GCC auto-vectorized to do 4 additions in parallel with SSE2 paddd
because x86-64 implies that SSE2 is available. (It would use AVX2 if you use -march=haswell
or later, also allowing a possibly-unaligned memory source operand.)
It does this because -O3
includes -ftree-vectorize
for GCC; if you wanted simpler scalar asm, use -fno-tree-vectorize
. (See also How to remove "noise" from GCC/clang assembly output?). GCC12 and newer will be like clang, enabling auto-vectorization even at -O2
.
The stuff after the main loop is an inefficient Fastest way to do horizontal SSE vector sum (or other reduction) - using movdqa/psrldq to bring down the high half so it can add the high pair to the low pair of elements in the vector sum. The efficient way to do that shuffle uses pshufd to copy-and-shuffle since the upper half of the register is don't-care at that point, but GCC does the horizontal sum pattern in target-independent logic, and apparently that makes it inconvenient to adapt the pattern to what shuffles the target (in this case x86-64 without AVX) can do efficiently. Clang doesn't have this problem and uses pshufd
like a normal human would.
And the rest is fully-unrolled scalar cleanup, spending more code-size on that than the actual SIMD loop, which is typical for GCC. The movslq
in that is there because you used int length
, but pointers are 64-bit on x86-64 and GCC decides it needs to sign-extend something.

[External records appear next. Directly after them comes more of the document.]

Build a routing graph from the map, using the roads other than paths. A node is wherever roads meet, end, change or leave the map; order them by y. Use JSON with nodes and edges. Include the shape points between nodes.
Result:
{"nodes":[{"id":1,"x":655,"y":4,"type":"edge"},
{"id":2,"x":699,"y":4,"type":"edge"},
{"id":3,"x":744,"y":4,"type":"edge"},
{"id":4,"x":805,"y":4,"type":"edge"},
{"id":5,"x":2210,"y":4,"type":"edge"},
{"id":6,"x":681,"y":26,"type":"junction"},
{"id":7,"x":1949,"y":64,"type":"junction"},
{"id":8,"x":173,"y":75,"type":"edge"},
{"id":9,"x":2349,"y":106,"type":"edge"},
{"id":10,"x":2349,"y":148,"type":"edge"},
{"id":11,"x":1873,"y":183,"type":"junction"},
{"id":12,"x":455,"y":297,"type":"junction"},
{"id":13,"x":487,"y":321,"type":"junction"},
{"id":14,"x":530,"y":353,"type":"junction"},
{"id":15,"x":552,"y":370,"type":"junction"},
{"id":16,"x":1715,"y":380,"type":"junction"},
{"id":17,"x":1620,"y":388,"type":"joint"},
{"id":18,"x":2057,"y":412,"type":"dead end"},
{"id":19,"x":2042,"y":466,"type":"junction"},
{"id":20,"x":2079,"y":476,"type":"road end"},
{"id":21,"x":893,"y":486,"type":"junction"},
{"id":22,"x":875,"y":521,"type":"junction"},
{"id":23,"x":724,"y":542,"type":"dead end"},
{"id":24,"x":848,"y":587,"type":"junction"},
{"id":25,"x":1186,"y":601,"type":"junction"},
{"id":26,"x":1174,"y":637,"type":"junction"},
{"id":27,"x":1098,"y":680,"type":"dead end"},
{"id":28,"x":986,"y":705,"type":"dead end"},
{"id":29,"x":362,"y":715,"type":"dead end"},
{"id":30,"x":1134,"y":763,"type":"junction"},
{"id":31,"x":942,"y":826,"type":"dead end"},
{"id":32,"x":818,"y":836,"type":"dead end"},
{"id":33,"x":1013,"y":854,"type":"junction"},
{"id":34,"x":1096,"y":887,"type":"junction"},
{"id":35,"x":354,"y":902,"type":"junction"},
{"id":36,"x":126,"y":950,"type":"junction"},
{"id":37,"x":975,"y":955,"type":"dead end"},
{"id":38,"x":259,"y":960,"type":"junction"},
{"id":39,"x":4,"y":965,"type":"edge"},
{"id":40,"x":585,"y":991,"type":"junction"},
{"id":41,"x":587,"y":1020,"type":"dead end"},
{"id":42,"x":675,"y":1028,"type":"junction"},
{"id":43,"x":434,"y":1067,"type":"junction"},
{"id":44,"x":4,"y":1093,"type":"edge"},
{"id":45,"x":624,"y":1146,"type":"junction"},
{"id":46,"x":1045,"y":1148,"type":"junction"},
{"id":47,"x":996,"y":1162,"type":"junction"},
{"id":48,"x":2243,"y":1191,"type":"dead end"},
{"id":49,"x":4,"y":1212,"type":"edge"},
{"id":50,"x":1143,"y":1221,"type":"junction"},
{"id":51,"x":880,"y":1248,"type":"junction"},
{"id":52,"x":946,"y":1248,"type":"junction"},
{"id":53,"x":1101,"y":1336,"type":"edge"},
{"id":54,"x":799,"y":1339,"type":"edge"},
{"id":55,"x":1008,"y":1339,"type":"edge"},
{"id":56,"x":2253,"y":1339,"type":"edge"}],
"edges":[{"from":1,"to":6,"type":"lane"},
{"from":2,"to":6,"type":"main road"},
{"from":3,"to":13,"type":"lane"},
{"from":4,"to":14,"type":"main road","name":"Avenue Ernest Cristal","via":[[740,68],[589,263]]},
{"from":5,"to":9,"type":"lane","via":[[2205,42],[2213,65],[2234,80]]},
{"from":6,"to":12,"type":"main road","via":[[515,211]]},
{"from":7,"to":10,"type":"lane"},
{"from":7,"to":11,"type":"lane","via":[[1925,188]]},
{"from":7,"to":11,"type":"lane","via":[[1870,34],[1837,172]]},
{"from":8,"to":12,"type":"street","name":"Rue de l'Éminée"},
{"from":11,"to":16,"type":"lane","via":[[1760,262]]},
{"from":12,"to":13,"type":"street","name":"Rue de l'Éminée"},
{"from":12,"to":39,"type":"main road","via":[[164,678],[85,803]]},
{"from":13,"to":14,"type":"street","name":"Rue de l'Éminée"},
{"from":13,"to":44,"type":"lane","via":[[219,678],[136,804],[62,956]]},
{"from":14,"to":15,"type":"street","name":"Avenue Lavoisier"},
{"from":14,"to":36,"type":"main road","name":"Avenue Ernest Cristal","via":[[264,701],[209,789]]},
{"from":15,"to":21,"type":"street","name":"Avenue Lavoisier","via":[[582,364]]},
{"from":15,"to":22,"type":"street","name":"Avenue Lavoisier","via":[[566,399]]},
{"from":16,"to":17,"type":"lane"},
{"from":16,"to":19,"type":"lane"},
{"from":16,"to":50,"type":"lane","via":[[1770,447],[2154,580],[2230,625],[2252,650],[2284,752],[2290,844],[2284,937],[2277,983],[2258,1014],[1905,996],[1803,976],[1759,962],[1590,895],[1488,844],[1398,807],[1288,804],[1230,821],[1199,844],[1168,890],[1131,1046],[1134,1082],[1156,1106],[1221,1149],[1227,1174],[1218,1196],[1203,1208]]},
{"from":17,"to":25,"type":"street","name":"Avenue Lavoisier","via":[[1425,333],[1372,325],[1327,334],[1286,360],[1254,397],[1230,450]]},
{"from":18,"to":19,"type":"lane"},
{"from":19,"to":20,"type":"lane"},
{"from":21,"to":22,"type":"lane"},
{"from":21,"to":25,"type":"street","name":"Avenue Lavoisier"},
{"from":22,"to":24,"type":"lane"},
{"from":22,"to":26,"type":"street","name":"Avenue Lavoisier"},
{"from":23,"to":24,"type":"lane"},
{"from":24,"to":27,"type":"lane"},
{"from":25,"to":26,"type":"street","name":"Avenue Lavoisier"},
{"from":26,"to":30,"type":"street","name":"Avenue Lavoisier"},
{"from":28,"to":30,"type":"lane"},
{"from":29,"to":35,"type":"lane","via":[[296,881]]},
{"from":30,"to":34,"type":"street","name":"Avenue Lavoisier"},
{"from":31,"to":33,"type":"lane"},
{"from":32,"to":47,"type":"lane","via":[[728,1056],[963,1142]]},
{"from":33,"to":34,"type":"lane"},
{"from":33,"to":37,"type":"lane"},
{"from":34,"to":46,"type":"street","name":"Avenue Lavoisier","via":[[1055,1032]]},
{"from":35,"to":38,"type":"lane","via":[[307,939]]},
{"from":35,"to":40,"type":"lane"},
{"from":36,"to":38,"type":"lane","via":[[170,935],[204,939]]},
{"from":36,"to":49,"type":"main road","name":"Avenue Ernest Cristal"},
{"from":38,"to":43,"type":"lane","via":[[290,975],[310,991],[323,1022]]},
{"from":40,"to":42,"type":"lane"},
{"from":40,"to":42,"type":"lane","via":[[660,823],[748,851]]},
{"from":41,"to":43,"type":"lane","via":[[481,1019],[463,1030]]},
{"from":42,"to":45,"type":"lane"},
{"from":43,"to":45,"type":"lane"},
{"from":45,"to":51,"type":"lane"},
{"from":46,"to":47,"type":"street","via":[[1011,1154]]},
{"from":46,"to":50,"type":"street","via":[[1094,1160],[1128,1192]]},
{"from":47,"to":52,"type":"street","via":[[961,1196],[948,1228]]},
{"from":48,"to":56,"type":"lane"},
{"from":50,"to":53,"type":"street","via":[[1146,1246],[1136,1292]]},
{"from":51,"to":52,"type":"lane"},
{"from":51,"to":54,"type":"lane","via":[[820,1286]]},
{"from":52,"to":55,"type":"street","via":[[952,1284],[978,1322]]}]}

Clang prefers to unroll tiny loops by 4, spending more code-size there to maybe sustain two load+add operations per clock cycle on Intel since Sandybridge or AMD since Zen, unless you use -fno-unroll-loops
to get clang to keeps its asm simpler; especially useful in more complex cases when you want to see how it's vectorizing something a little less trivial.
You can see which parts of the asm are relevant to handling length % 4 != 0
by changing the source to do size &= -4;
or even size = 1024
to let GCC know that can't be the case, so it can omit logic for that. (Godbolt)
Then we get fairly simple asm, just the vectorization part without cleanup other than a horizontal sum. Clang's is simpler, but uses an indexed addressing mode for the load. (Which would be a missed-optimization when clang unrolls with AVX and folds a memory source operand into vpaddd (%rdi, %rcx, 4), %xmm0, %xmm0
- Micro fusion and addressing modes)
# GCC11.2 -O3
testFunction:
andl $-4, %esi
jle .L4
shrl $2, %esi
pxor %xmm0, %xmm0 # sum_vec = {0,0,0,0}
leal -1(%rsi), %eax # calculate a last-vector end-pointer
salq $4, %rax # perhaps complicated by it being 32-bit
leaq 16(%rdi,%rax), %rax # and/or by missed optimizations?
.L3: # do {
movdqu (%rdi), %xmm2 # vtmp = p[0..3]
addq $16, %rdi # p += 4
paddd %xmm2, %xmm0 # sum_vec += vtmp
cmpq %rax, %rdi
jne .L3 # }while( p != endp )
movdqa %xmm0, %xmm1 # horizontal sum
psrldq $8, %xmm1
paddd %xmm1, %xmm0 # v[0] += v[2] ; v[1] += v[3]; high half = don't care
movdqa %xmm0, %xmm1
psrldq $4, %xmm1
paddd %xmm1, %xmm0 # v[0] += v[1] high 3 elements = don't-care
movd %xmm0, %eax # retval = v[0]
ret
.L4:
xorl %eax, %eax # length & -4 == 0 return path
ret
The other instructions in the full version not present here are adding the last 0 to 3 elements to the scalar return value.
Older GCC would go scalar until reaching an alignment boundary, but this is typically not worth it, especially if data happens to be aligned. But in that case, you'd also want to simply the asm with input = __builtin_assume_aligned(input, 16);